Shi Meiting, Yang Xiaofeng, Ding Yuzhen, Sun Lu, Zhang Ping, Liu Mengyuan, Han Xiaoxue, Huang Zhengrui, Li Ruiman
Department of Obstetrics and Gynecology, The First Affiliated Hospital of Jinan University, Guangzhou 510000, China.
Biology (Basel). 2022 Jun 22;11(7):950. doi: 10.3390/biology11070950.
Preeclampsia (PE) is the leading cause of maternal and fetal mortality and morbidity. Early and accurate diagnosis is critical to reduce mortality. Placental oxidative stress has been identified as a major pathway to the development of PE. Ferroptosis, a new form of regulated cell death, is associated with iron metabolism and oxidative stress, and has been suspected to play a role in the pathophysiology of PE, although the mechanism is yet to be elucidated. The identification of potential ferroptosis-related biomarkers is of great significance for the early diagnosis and treatment of PE. A gene expression dataset of peripheral blood samples was downloaded from the Gene Expression Omnibus (GEO) dataset. Differentially expressed genes (DEGs) were filtrated with the R package “limma”. Gene Ontology (GO) and Kyoto Encyclopedia of Genes and Genomes (KEGG) enrichment analyses of the DEGs were then conducted. Ferroptosis-related DEGs were screened by overlapping the ferroptosis-related genes with DEGs. The protein−protein interaction (PPI) network was used to identify the key ferroptosis-related DEGs. Enzyme-linked immunosorbent assay (ELISA) was used to validate changes in the selected key ferroptosis-related DEGs. The correlations between the key genes and clinical and pathological characteristics were analyzed. Finally, the diagnostic value of these key genes for PE was confirmed by a receiver operating characteristic (ROC) curve. A total of 5913 DEGs were identified and 45 ferroptosis-related DEGs were obtained. Besides, ferroptosis-related pathways were enriched by KEGG using DEGs. The PPI network showed that p53 and c-Jun were the critical hub genes. ELISA showed that p53 in the serum of PE patients was higher than that of the control group, while c-Jun was lower than that of the control group. Analysis of the clinicopathological features showed that p53 and c-Jun were correlated with the PE characteristics. Finally, based on the area under curve (AUC) values, c-Jun had the superior diagnostic power (AUC = 0.87, p < 0.001), followed by p53 (AUC = 0.75, p < 0.001). Our study identified that two key genes, p53 and c-Jun, might be potential diagnostic biomarkers of PE.

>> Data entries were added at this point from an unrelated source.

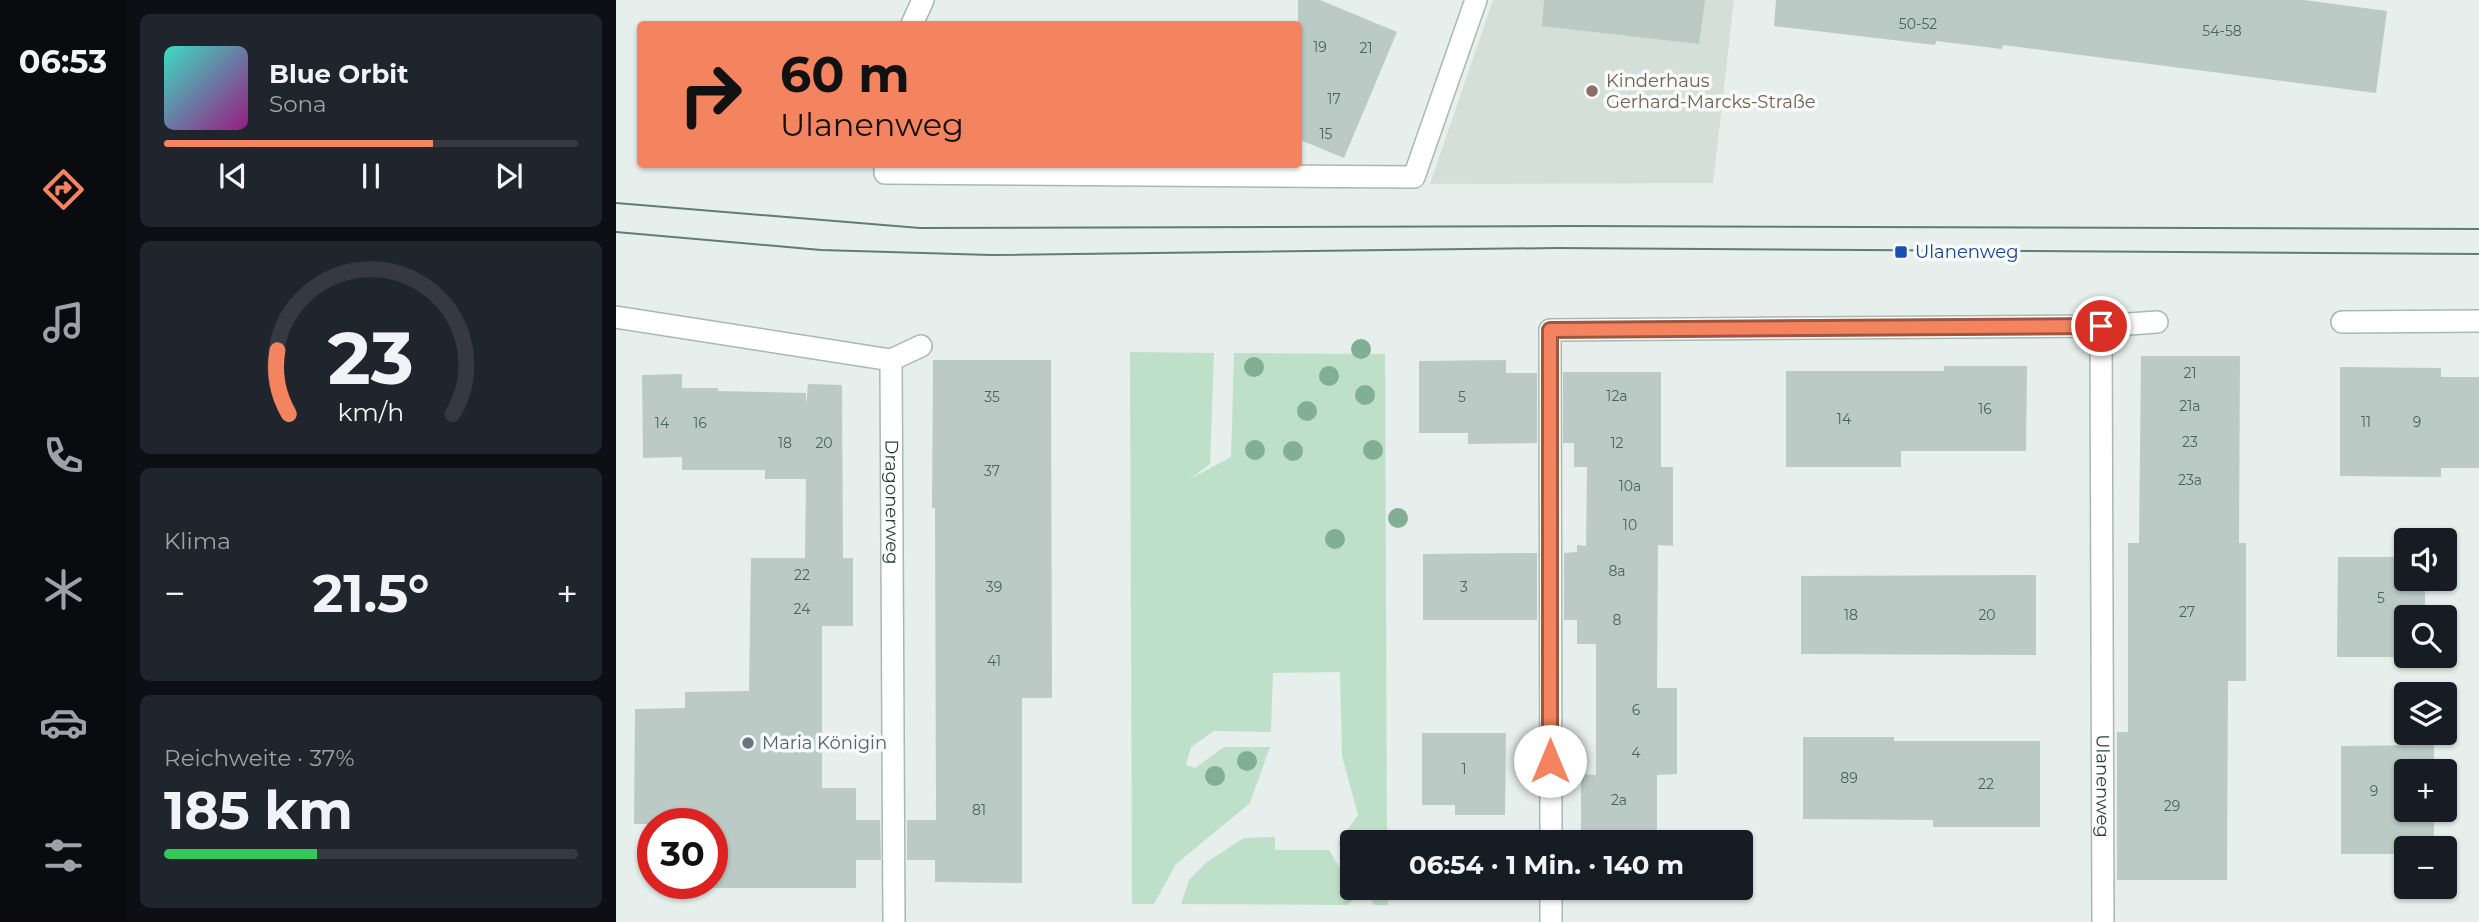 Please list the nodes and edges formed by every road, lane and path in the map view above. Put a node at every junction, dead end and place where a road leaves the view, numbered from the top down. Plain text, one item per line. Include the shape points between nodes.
1 (923, 0) edge
2 (1476, 0) edge
3 (913, 21) edge
4 (885, 168) edge
5 (616, 317) edge
6 (2479, 321) edge
7 (2342, 322) dead end
8 (2157, 323) dead end
9 (2101, 326) junction
10 (921, 346) dead end
11 (891, 360) junction
12 (1550, 830) edge
13 (1550, 900) edge
14 (894, 922) edge
15 (1551, 922) edge
16 (2103, 922) edge

1 - 3 street
2 - 4 street via 1414,177 885,173
5 - 11 street
6 - 7 street
8 - 9 street
9 - 12 street via 1550,330
9 - 16 street, Ulanenweg
10 - 11 street
11 - 14 street, Dragonerweg
13 - 15 street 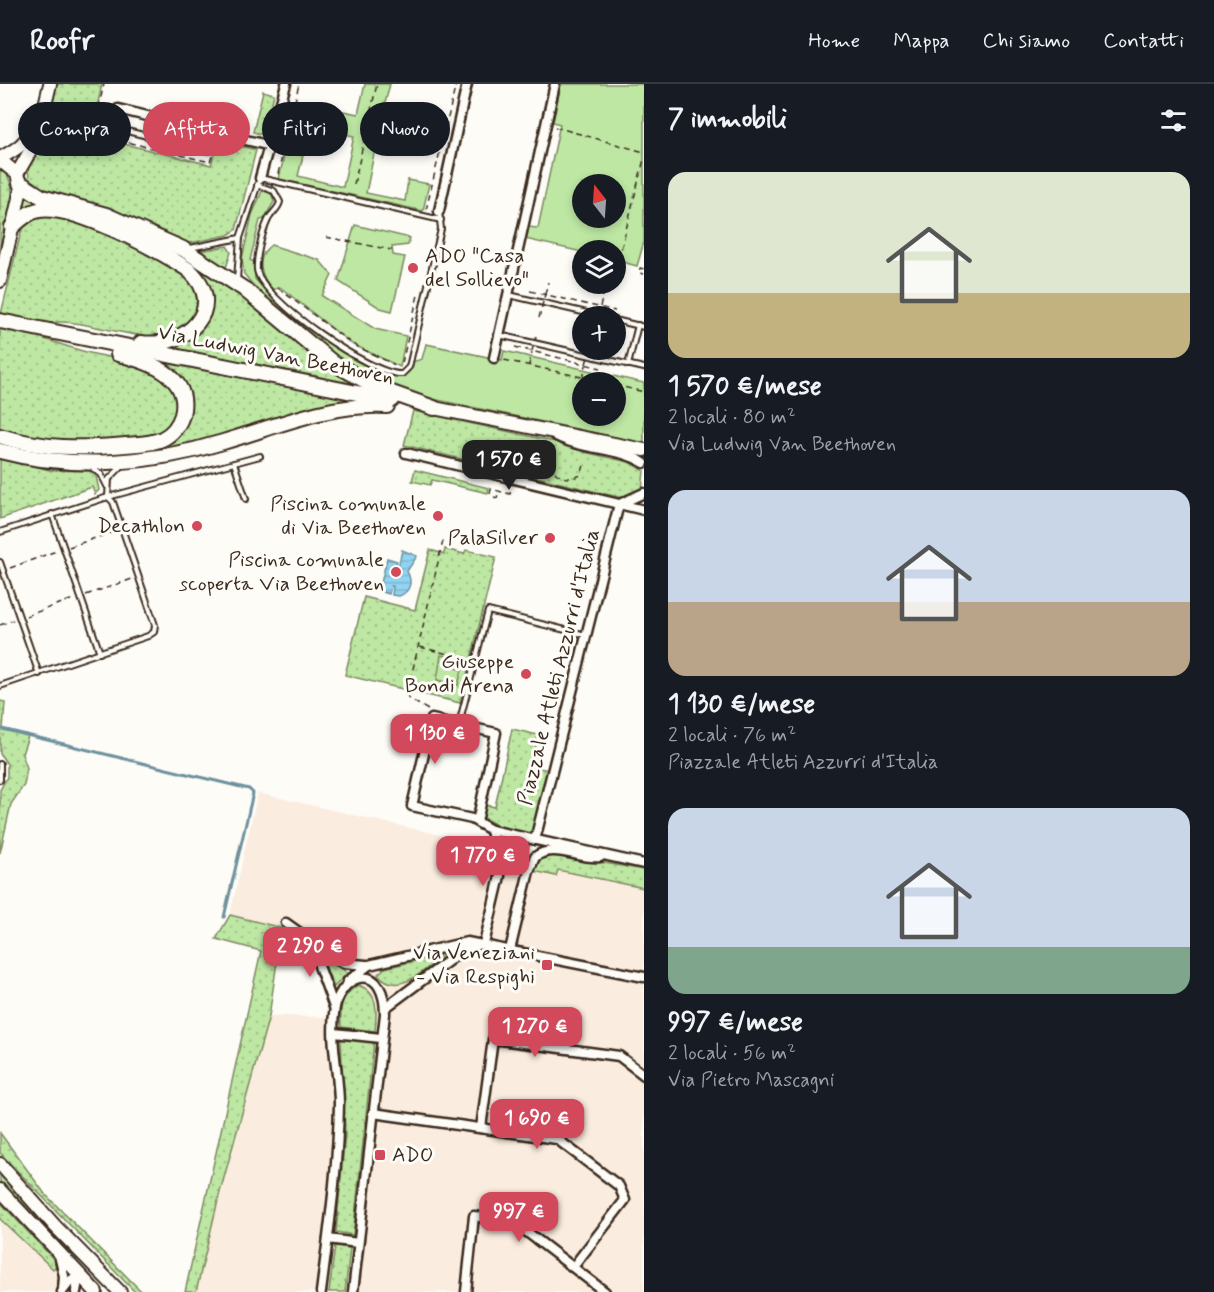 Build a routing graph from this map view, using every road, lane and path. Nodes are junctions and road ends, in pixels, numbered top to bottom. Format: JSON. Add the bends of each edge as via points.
{"nodes":[{"id":1,"x":43,"y":84,"type":"edge"},
{"id":2,"x":50,"y":84,"type":"edge"},
{"id":3,"x":286,"y":84,"type":"edge"},
{"id":4,"x":299,"y":84,"type":"edge"},
{"id":5,"x":377,"y":84,"type":"edge"},
{"id":6,"x":456,"y":84,"type":"edge"},
{"id":7,"x":467,"y":84,"type":"edge"},
{"id":8,"x":555,"y":84,"type":"edge"},
{"id":9,"x":282,"y":102,"type":"edge"},
{"id":10,"x":546,"y":124,"type":"junction"},
{"id":11,"x":644,"y":152,"type":"edge"},
{"id":12,"x":268,"y":156,"type":"edge"},
{"id":13,"x":0,"y":159,"type":"edge"},
{"id":14,"x":644,"y":159,"type":"edge"},
{"id":15,"x":278,"y":176,"type":"dead end"},
{"id":16,"x":19,"y":179,"type":"junction"},
{"id":17,"x":259,"y":181,"type":"junction"},
{"id":18,"x":354,"y":184,"type":"dead end"},
{"id":19,"x":426,"y":210,"type":"dead end"},
{"id":20,"x":440,"y":215,"type":"junction"},
{"id":21,"x":12,"y":227,"type":"junction"},
{"id":22,"x":326,"y":237,"type":"dead end"},
{"id":23,"x":240,"y":238,"type":"junction"},
{"id":24,"x":623,"y":240,"type":"edge"},
{"id":25,"x":183,"y":249,"type":"junction"},
{"id":26,"x":392,"y":250,"type":"dead end"},
{"id":27,"x":644,"y":269,"type":"edge"},
{"id":28,"x":644,"y":274,"type":"edge"},
{"id":29,"x":0,"y":281,"type":"edge"},
{"id":30,"x":548,"y":282,"type":"dead end"},
{"id":31,"x":237,"y":283,"type":"junction"},
{"id":32,"x":420,"y":288,"type":"dead end"},
{"id":33,"x":273,"y":290,"type":"dead end"},
{"id":34,"x":530,"y":291,"type":"dead end"},
{"id":35,"x":545,"y":294,"type":"junction"},
{"id":36,"x":508,"y":295,"type":"junction"},
{"id":37,"x":603,"y":295,"type":"dead end"},
{"id":38,"x":592,"y":306,"type":"edge"},
{"id":39,"x":600,"y":306,"type":"edge"},
{"id":40,"x":572,"y":310,"type":"edge"},
{"id":41,"x":539,"y":318,"type":"dead end"},
{"id":42,"x":0,"y":321,"type":"edge"},
{"id":43,"x":626,"y":322,"type":"edge"},
{"id":44,"x":638,"y":325,"type":"junction"},
{"id":45,"x":644,"y":327,"type":"edge"},
{"id":46,"x":48,"y":331,"type":"junction"},
{"id":47,"x":499,"y":335,"type":"junction"},
{"id":48,"x":536,"y":336,"type":"dead end"},
{"id":49,"x":515,"y":347,"type":"dead end"},
{"id":50,"x":532,"y":351,"type":"junction"},
{"id":51,"x":494,"y":358,"type":"joint"},
{"id":52,"x":587,"y":360,"type":"edge"},
{"id":53,"x":586,"y":364,"type":"junction"},
{"id":54,"x":529,"y":365,"type":"junction"},
{"id":55,"x":628,"y":365,"type":"junction"},
{"id":56,"x":601,"y":368,"type":"dead end"},
{"id":57,"x":644,"y":368,"type":"edge"},
{"id":58,"x":584,"y":372,"type":"edge"},
{"id":59,"x":572,"y":375,"type":"edge"},
{"id":60,"x":626,"y":388,"type":"edge"},
{"id":61,"x":644,"y":392,"type":"edge"},
{"id":62,"x":434,"y":408,"type":"junction"},
{"id":63,"x":545,"y":430,"type":"junction"},
{"id":64,"x":0,"y":435,"type":"edge"},
{"id":65,"x":241,"y":436,"type":"junction"},
{"id":66,"x":644,"y":450,"type":"edge"},
{"id":67,"x":0,"y":451,"type":"edge"},
{"id":68,"x":406,"y":453,"type":"dead end"},
{"id":69,"x":17,"y":455,"type":"junction"},
{"id":70,"x":260,"y":456,"type":"dead end"},
{"id":71,"x":585,"y":462,"type":"dead end"},
{"id":72,"x":234,"y":463,"type":"junction"},
{"id":73,"x":644,"y":463,"type":"edge"},
{"id":74,"x":516,"y":479,"type":"junction"},
{"id":75,"x":107,"y":487,"type":"junction"},
{"id":76,"x":499,"y":491,"type":"junction"},
{"id":77,"x":644,"y":493,"type":"edge"},
{"id":78,"x":490,"y":494,"type":"dead end"},
{"id":79,"x":108,"y":496,"type":"junction"},
{"id":80,"x":494,"y":497,"type":"dead end"},
{"id":81,"x":246,"y":499,"type":"dead end"},
{"id":82,"x":619,"y":504,"type":"junction"},
{"id":83,"x":644,"y":510,"type":"edge"},
{"id":84,"x":52,"y":514,"type":"junction"},
{"id":85,"x":0,"y":532,"type":"edge"},
{"id":86,"x":443,"y":541,"type":"dead end"},
{"id":87,"x":0,"y":562,"type":"edge"},
{"id":88,"x":139,"y":576,"type":"junction"},
{"id":89,"x":81,"y":597,"type":"junction"},
{"id":90,"x":20,"y":618,"type":"junction"},
{"id":91,"x":0,"y":625,"type":"edge"},
{"id":92,"x":586,"y":636,"type":"junction"},
{"id":93,"x":420,"y":647,"type":"junction"},
{"id":94,"x":100,"y":653,"type":"junction"},
{"id":95,"x":471,"y":660,"type":"dead end"},
{"id":96,"x":39,"y":674,"type":"junction"},
{"id":97,"x":1,"y":687,"type":"edge"},
{"id":98,"x":432,"y":718,"type":"junction"},
{"id":99,"x":459,"y":725,"type":"junction"},
{"id":100,"x":0,"y":764,"type":"edge"},
{"id":101,"x":0,"y":780,"type":"edge"},
{"id":102,"x":477,"y":822,"type":"junction"},
{"id":103,"x":491,"y":830,"type":"junction"},
{"id":104,"x":535,"y":840,"type":"junction"},
{"id":105,"x":610,"y":856,"type":"junction"},
{"id":106,"x":644,"y":864,"type":"edge"},
{"id":107,"x":286,"y":923,"type":"dead end"},
{"id":108,"x":484,"y":944,"type":"junction"},
{"id":109,"x":510,"y":950,"type":"junction"},
{"id":110,"x":331,"y":956,"type":"junction"},
{"id":111,"x":369,"y":965,"type":"junction"},
{"id":112,"x":644,"y":977,"type":"edge"},
{"id":113,"x":342,"y":990,"type":"junction"},
{"id":114,"x":385,"y":1008,"type":"junction"},
{"id":115,"x":334,"y":1009,"type":"junction"},
{"id":116,"x":334,"y":1033,"type":"junction"},
{"id":117,"x":381,"y":1038,"type":"junction"},
{"id":118,"x":644,"y":1075,"type":"edge"},
{"id":119,"x":373,"y":1113,"type":"junction"},
{"id":120,"x":481,"y":1128,"type":"junction"},
{"id":121,"x":0,"y":1164,"type":"edge"},
{"id":122,"x":0,"y":1190,"type":"edge"},
{"id":123,"x":328,"y":1239,"type":"junction"},
{"id":124,"x":358,"y":1243,"type":"junction"},
{"id":125,"x":59,"y":1255,"type":"junction"},
{"id":126,"x":91,"y":1263,"type":"junction"},
{"id":127,"x":573,"y":1267,"type":"junction"},
{"id":128,"x":79,"y":1275,"type":"junction"},
{"id":129,"x":63,"y":1291,"type":"edge"},
{"id":130,"x":76,"y":1292,"type":"edge"},
{"id":131,"x":96,"y":1292,"type":"edge"},
{"id":132,"x":120,"y":1292,"type":"edge"},
{"id":133,"x":321,"y":1292,"type":"edge"},
{"id":134,"x":355,"y":1292,"type":"edge"},
{"id":135,"x":466,"y":1292,"type":"edge"},
{"id":136,"x":605,"y":1292,"type":"edge"}],
"edges":[{"from":1,"to":13,"type":"main road","via":[[30,136]]},
{"from":2,"to":16,"type":"main road","via":[[37,139]]},
{"from":3,"to":9,"type":"street"},
{"from":4,"to":15,"type":"path"},
{"from":5,"to":18,"type":"path"},
{"from":6,"to":19,"type":"path"},
{"from":7,"to":20,"type":"street"},
{"from":8,"to":10,"type":"street"},
{"from":10,"to":11,"type":"path"},
{"from":10,"to":36,"type":"street"},
{"from":12,"to":17,"type":"street"},
{"from":13,"to":16,"type":"main road"},
{"from":14,"to":24,"type":"path"},
{"from":16,"to":21,"type":"main road"},
{"from":16,"to":25,"type":"highway","via":[[42,197],[112,217]]},
{"from":17,"to":20,"type":"lane"},
{"from":17,"to":20,"type":"lane","via":[[274,191],[280,202],[268,220],[257,262],[263,284],[316,331],[392,374],[402,374],[409,367],[441,229]]},
{"from":17,"to":23,"type":"lane"},
{"from":21,"to":29,"type":"main road"},
{"from":21,"to":46,"type":"highway","via":[[38,210],[91,220],[183,266],[197,279],[205,295],[205,307],[197,324],[168,342],[151,344]]},
{"from":22,"to":26,"type":"path"},
{"from":23,"to":25,"type":"lane"},
{"from":23,"to":31,"type":"lane"},
{"from":25,"to":31,"type":"highway"},
{"from":27,"to":28,"type":"path","via":[[640,268],[639,273]]},
{"from":30,"to":35,"type":"path"},
{"from":31,"to":62,"type":"highway","via":[[333,363],[378,388]]},
{"from":32,"to":33,"type":"path","via":[[400,368],[344,339],[280,287]]},
{"from":34,"to":35,"type":"path"},
{"from":35,"to":38,"type":"path"},
{"from":35,"to":41,"type":"path","bridge":true},
{"from":36,"to":40,"type":"lane"},
{"from":36,"to":47,"type":"street"},
{"from":37,"to":39,"type":"path"},
{"from":42,"to":46,"type":"highway","name":"Via Ludwig Van Beethoven"},
{"from":43,"to":44,"type":"lane"},
{"from":44,"to":45,"type":"lane"},
{"from":44,"to":55,"type":"lane"},
{"from":46,"to":62,"type":"highway","name":"Via Ludwig Van Beethoven"},
{"from":46,"to":64,"type":"highway","via":[[146,361],[163,370],[182,394],[180,420],[174,430],[159,440],[97,448],[57,447]]},
{"from":47,"to":51,"type":"street"},
{"from":47,"to":55,"type":"lane"},
{"from":48,"to":50,"type":"path","bridge":true},
{"from":49,"to":50,"type":"path"},
{"from":50,"to":53,"type":"path"},
{"from":50,"to":54,"type":"path"},
{"from":51,"to":54,"type":"path"},
{"from":52,"to":53,"type":"path","bridge":true},
{"from":53,"to":56,"type":"path"},
{"from":53,"to":58,"type":"path"},
{"from":54,"to":59,"type":"path"},
{"from":55,"to":57,"type":"lane"},
{"from":60,"to":61,"type":"path"},
{"from":62,"to":63,"type":"main road","name":"Via Ludwig Van Beethoven"},
{"from":62,"to":65,"type":"highway","via":[[343,407]]},
{"from":63,"to":66,"type":"main road","name":"Via Ludwig Van Beethoven"},
{"from":63,"to":73,"type":"street","name":"Via Ludwig Van Beethoven","via":[[573,445],[633,457]]},
{"from":65,"to":69,"type":"highway","via":[[195,450],[137,459],[58,461]]},
{"from":65,"to":75,"type":"lane","via":[[200,454],[121,466],[111,475]]},
{"from":67,"to":69,"type":"highway"},
{"from":68,"to":74,"type":"street"},
{"from":69,"to":75,"type":"lane","via":[[44,465],[91,467],[101,474]]},
{"from":70,"to":72,"type":"lane"},
{"from":71,"to":74,"type":"path","via":[[581,475],[573,477],[555,473],[540,456],[531,453],[522,462]]},
{"from":72,"to":79,"type":"lane"},
{"from":72,"to":81,"type":"lane"},
{"from":74,"to":76,"type":"path","via":[[510,494]]},
{"from":74,"to":82,"type":"street"},
{"from":75,"to":79,"type":"lane"},
{"from":76,"to":78,"type":"path","via":[[491,489]]},
{"from":76,"to":80,"type":"path"},
{"from":77,"to":82,"type":"street"},
{"from":79,"to":84,"type":"lane"},
{"from":79,"to":88,"type":"lane"},
{"from":82,"to":83,"type":"street"},
{"from":82,"to":92,"type":"street","name":"Piazzale Atleti Azzurri d'Italia"},
{"from":84,"to":85,"type":"lane"},
{"from":84,"to":89,"type":"lane"},
{"from":86,"to":93,"type":"path"},
{"from":87,"to":90,"type":"lane"},
{"from":88,"to":89,"type":"path"},
{"from":88,"to":94,"type":"lane","via":[[154,620],[154,632]]},
{"from":89,"to":90,"type":"path"},
{"from":89,"to":94,"type":"lane"},
{"from":90,"to":91,"type":"path"},
{"from":90,"to":96,"type":"lane"},
{"from":92,"to":99,"type":"lane","via":[[488,611]]},
{"from":92,"to":104,"type":"street","name":"Piazzale Atleti Azzurri d'Italia"},
{"from":93,"to":95,"type":"path"},
{"from":93,"to":98,"type":"path","via":[[408,698],[427,707]]},
{"from":94,"to":96,"type":"lane"},
{"from":96,"to":97,"type":"lane"},
{"from":98,"to":99,"type":"street","name":"Piazzale Atleti Azzurri d'Italia"},
{"from":98,"to":102,"type":"street","via":[[412,806]]},
{"from":99,"to":102,"type":"street","name":"Piazzale Atleti Azzurri d'Italia","via":[[496,733]]},
{"from":100,"to":101,"type":"lane"},
{"from":102,"to":103,"type":"street"},
{"from":103,"to":104,"type":"street"},
{"from":103,"to":108,"type":"street","via":[[500,876]]},
{"from":104,"to":105,"type":"street"},
{"from":105,"to":106,"type":"street"},
{"from":105,"to":109,"type":"street","via":[[591,858],[551,850],[535,857]]},
{"from":107,"to":110,"type":"street"},
{"from":108,"to":109,"type":"street"},
{"from":108,"to":111,"type":"street","via":[[461,942]]},
{"from":108,"to":114,"type":"street","via":[[465,949]]},
{"from":109,"to":112,"type":"street"},
{"from":110,"to":111,"type":"street","via":[[344,963]]},
{"from":110,"to":115,"type":"street","via":[[323,956],[318,962]]},
{"from":111,"to":113,"type":"street","via":[[353,975]]},
{"from":113,"to":114,"type":"street","via":[[355,980],[372,979],[382,992]]},
{"from":113,"to":115,"type":"street"},
{"from":114,"to":117,"type":"street"},
{"from":115,"to":116,"type":"street"},
{"from":116,"to":117,"type":"street"},
{"from":116,"to":123,"type":"street","via":[[338,1113]]},
{"from":117,"to":119,"type":"street"},
{"from":118,"to":120,"type":"street","via":[[619,1056],[493,1039]]},
{"from":119,"to":120,"type":"street"},
{"from":119,"to":124,"type":"street"},
{"from":120,"to":127,"type":"street","via":[[557,1139],[622,1190],[622,1204]]},
{"from":121,"to":126,"type":"main road"},
{"from":122,"to":125,"type":"main road"},
{"from":123,"to":124,"type":"street"},
{"from":123,"to":133,"type":"street"},
{"from":124,"to":134,"type":"street"},
{"from":125,"to":128,"type":"main road"},
{"from":125,"to":129,"type":"street"},
{"from":126,"to":128,"type":"main road"},
{"from":126,"to":132,"type":"main road"},
{"from":127,"to":135,"type":"street","via":[[514,1222],[474,1216]]},
{"from":127,"to":136,"type":"street"},
{"from":128,"to":129,"type":"street"},
{"from":128,"to":130,"type":"street"},
{"from":128,"to":131,"type":"main road"}]}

子痫前期(PE)是孕产妇和胎儿死亡及发病的主要原因。早期准确诊断对于降低死亡率至关重要。胎盘氧化应激已被确定为PE发生发展的主要途径。铁死亡是一种新的程序性细胞死亡形式,与铁代谢和氧化应激相关,尽管其机制尚待阐明,但已被怀疑在PE的病理生理学中发挥作用。识别潜在的铁死亡相关生物标志物对PE的早期诊断和治疗具有重要意义。从基因表达综合数据库(GEO)下载外周血样本的基因表达数据集。使用R包“limma”筛选差异表达基因(DEG)。然后对DEG进行基因本体(GO)和京都基因与基因组百科全书(KEGG)富集分析。通过将铁死亡相关基因与DEG重叠来筛选铁死亡相关DEG。利用蛋白质-蛋白质相互作用(PPI)网络识别关键的铁死亡相关DEG。采用酶联免疫吸附测定(ELISA)验证所选关键铁死亡相关DEG的变化。分析关键基因与临床和病理特征之间的相关性。最后,通过受试者工作特征(ROC)曲线确定这些关键基因对PE的诊断价值。共鉴定出5913个DEG,获得45个铁死亡相关DEG。此外,KEGG利用DEG富集了铁死亡相关途径。PPI网络显示p53和c-Jun是关键枢纽基因。ELISA显示PE患者血清中的p53高于对照组,而c-Jun低于对照组。临床病理特征分析表明p53和c-Jun与PE特征相关。最后,基于曲线下面积(AUC)值,c-Jun具有更高的诊断效能(AUC = 0.87,p < 0.001),其次是p53(AUC = 0.75,p < 0.001)。我们的研究确定p53和c-Jun这两个关键基因可能是PE的潜在诊断生物标志物。